My wife wrote me an email today. I’ve encouraged her to journal and share her thoughts this way. Here are a few of her words…
I think the reality is beginning to set in…. of the realization that I have already lost you a long time ago… our marriage has ceased to exist as it is supposed to since we moved here. The extraordinary lonliness I have talked about is because you had already left- emotionally, sexually, spiritually. No wonder. And now all I am left with are the reminders of our old life, our old marriage. Pictures of a happy couple seem to jeer at me. Our marriage is over, isn’t it?
Our lives have been spiraling down for quite some time. We have both had bouts of depression and anxiety. Until recently, neither of us were willing to confront the elephant in the room. The years I spent trying to be who I wasn’t — trying to live out life as a straight husband — took an incredible toll on us both. My wife developed quite the affinity for her bed. Her parents and my parents asked constantly, “Why is she in the bed all the time.” The kids asked the same thing. EVERYBODY knew something was wrong.

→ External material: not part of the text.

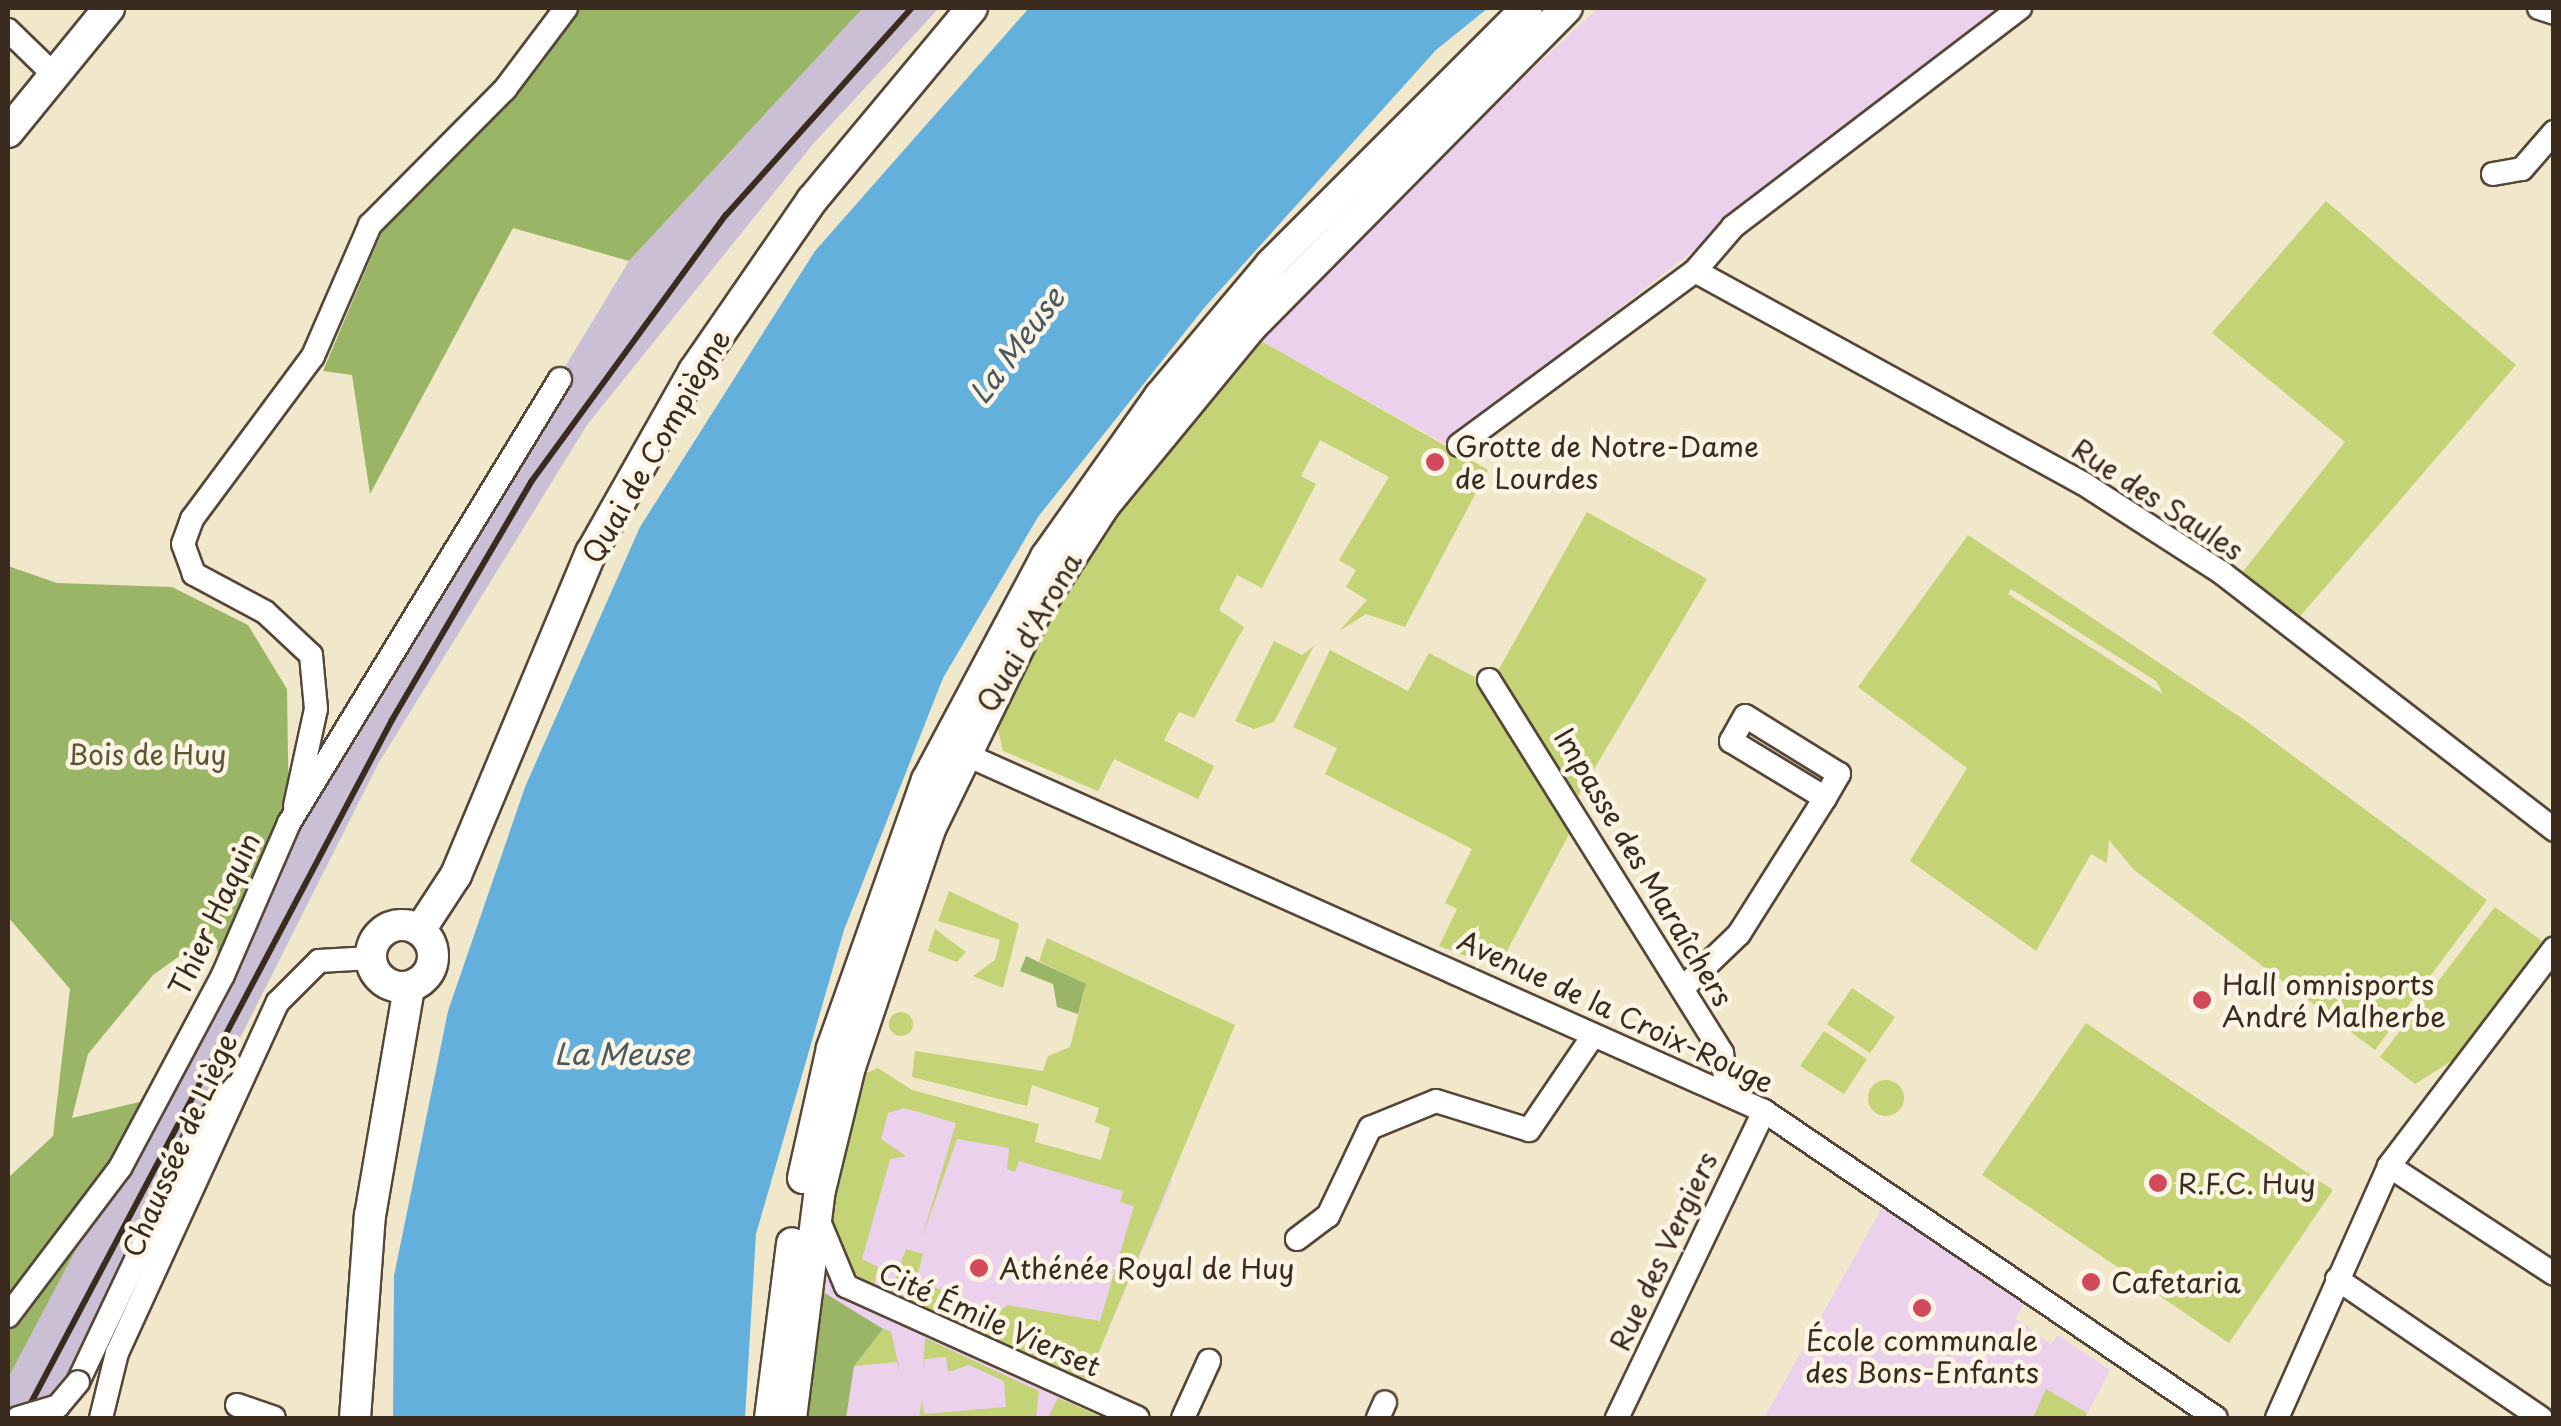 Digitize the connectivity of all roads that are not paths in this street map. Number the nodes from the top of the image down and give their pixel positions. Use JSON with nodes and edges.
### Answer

I spent years trying everything in the book to suppress who I was. I was diagnosed ADD, ADHD, Bi-Polar, Depressed, OCD and any other label that would require some med to make you feel better. I gladly went along with a fervent hope that one of these combinations would “work”. That my problem would be solved. Didn’t happen. Things only got worse. I became the very definition of misery and didn’t even know who I was when I looked in the mirror.
Then, when I came out to myself it was like a lightbulb went off. It was like watching the death of that impostor right in front of me. Finally, I was accepting who I was and the depression and anxiety just went away. It was a death that I welcomed. I was tired of that person. I hated who he forced me to become. I was ready to be free and I was.

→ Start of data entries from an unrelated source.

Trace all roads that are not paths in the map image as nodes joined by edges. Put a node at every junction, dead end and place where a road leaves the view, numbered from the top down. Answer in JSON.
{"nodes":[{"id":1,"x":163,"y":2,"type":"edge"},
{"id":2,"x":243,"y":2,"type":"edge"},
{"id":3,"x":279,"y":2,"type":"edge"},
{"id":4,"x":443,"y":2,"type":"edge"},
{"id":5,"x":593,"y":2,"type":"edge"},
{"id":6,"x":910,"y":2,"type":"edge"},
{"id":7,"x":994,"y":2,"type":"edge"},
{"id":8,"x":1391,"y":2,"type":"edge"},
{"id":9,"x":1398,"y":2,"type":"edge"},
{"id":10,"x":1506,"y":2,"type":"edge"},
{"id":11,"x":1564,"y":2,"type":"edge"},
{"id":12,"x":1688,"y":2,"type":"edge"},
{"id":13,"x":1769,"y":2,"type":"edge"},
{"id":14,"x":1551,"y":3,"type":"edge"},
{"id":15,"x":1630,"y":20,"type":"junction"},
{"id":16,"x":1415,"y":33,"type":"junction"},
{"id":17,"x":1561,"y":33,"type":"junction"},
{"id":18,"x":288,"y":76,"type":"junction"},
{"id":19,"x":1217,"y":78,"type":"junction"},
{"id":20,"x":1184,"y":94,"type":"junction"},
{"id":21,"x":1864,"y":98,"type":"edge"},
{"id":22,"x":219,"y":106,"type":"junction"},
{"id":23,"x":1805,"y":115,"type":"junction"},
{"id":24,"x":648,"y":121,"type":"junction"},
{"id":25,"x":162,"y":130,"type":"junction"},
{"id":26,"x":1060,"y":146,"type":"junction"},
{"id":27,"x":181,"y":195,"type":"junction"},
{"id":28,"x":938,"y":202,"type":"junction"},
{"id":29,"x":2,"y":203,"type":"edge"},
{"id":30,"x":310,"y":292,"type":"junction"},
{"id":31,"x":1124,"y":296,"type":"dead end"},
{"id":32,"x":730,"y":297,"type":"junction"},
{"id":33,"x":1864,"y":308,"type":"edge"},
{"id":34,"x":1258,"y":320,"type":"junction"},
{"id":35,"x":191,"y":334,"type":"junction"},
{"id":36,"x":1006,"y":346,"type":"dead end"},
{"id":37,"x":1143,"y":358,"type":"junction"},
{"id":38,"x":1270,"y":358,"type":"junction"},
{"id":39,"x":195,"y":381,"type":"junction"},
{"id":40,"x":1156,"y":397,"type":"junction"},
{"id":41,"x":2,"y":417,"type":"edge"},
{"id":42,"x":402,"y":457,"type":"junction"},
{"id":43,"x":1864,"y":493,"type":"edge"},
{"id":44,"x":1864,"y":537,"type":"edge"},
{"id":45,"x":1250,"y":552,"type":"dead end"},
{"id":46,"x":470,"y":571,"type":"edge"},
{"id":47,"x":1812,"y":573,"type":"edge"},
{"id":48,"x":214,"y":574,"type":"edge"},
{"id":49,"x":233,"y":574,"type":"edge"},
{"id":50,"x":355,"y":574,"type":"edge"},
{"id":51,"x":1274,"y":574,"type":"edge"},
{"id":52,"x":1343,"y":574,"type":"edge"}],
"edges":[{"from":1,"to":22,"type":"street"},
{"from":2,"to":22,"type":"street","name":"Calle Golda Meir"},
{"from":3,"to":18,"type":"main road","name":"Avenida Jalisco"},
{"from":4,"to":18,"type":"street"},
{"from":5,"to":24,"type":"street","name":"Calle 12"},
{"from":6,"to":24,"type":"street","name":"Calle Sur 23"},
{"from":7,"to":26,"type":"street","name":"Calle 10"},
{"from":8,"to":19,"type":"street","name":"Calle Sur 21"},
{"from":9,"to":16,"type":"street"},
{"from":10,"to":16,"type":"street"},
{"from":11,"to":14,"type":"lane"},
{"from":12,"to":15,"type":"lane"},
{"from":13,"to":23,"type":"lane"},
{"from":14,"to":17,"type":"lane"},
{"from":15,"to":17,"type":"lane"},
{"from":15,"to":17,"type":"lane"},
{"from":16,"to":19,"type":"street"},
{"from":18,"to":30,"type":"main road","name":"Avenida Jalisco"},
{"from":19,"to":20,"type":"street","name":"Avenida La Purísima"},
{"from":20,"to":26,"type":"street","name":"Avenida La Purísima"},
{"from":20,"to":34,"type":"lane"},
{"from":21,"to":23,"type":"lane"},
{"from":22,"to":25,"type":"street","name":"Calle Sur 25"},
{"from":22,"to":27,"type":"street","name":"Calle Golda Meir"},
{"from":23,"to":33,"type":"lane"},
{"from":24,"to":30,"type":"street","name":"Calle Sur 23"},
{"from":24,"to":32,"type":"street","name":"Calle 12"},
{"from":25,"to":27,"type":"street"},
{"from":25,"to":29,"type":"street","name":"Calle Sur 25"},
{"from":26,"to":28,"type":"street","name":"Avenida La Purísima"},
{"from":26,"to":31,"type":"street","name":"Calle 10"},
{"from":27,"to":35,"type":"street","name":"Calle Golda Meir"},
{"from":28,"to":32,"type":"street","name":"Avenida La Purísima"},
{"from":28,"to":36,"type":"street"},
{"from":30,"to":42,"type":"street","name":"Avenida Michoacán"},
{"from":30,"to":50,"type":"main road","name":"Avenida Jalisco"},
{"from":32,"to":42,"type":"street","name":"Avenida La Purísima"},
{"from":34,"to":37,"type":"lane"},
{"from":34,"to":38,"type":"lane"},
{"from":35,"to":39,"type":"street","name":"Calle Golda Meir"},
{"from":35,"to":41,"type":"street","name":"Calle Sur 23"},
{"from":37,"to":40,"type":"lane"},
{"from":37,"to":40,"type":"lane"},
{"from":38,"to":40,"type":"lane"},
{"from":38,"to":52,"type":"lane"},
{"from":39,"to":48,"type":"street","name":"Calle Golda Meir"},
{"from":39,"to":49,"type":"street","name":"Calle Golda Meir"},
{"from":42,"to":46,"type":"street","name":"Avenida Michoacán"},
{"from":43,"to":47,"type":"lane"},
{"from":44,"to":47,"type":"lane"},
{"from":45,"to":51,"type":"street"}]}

However, for my wife, this death is not so pleasant. I wonder if it would be easier if I was hit by a truck. At least there would be finality to it. With this hand we’ve been dealt, she gets to experience all the pain of mourning a death with a version of that person right in front of her. It is like she is mourning the person she thought I was that died and now gets to live with the bastard that killed him. Not an easy process for sure.
I just hope that I can help her move past this… to see that it will get better and she will get better.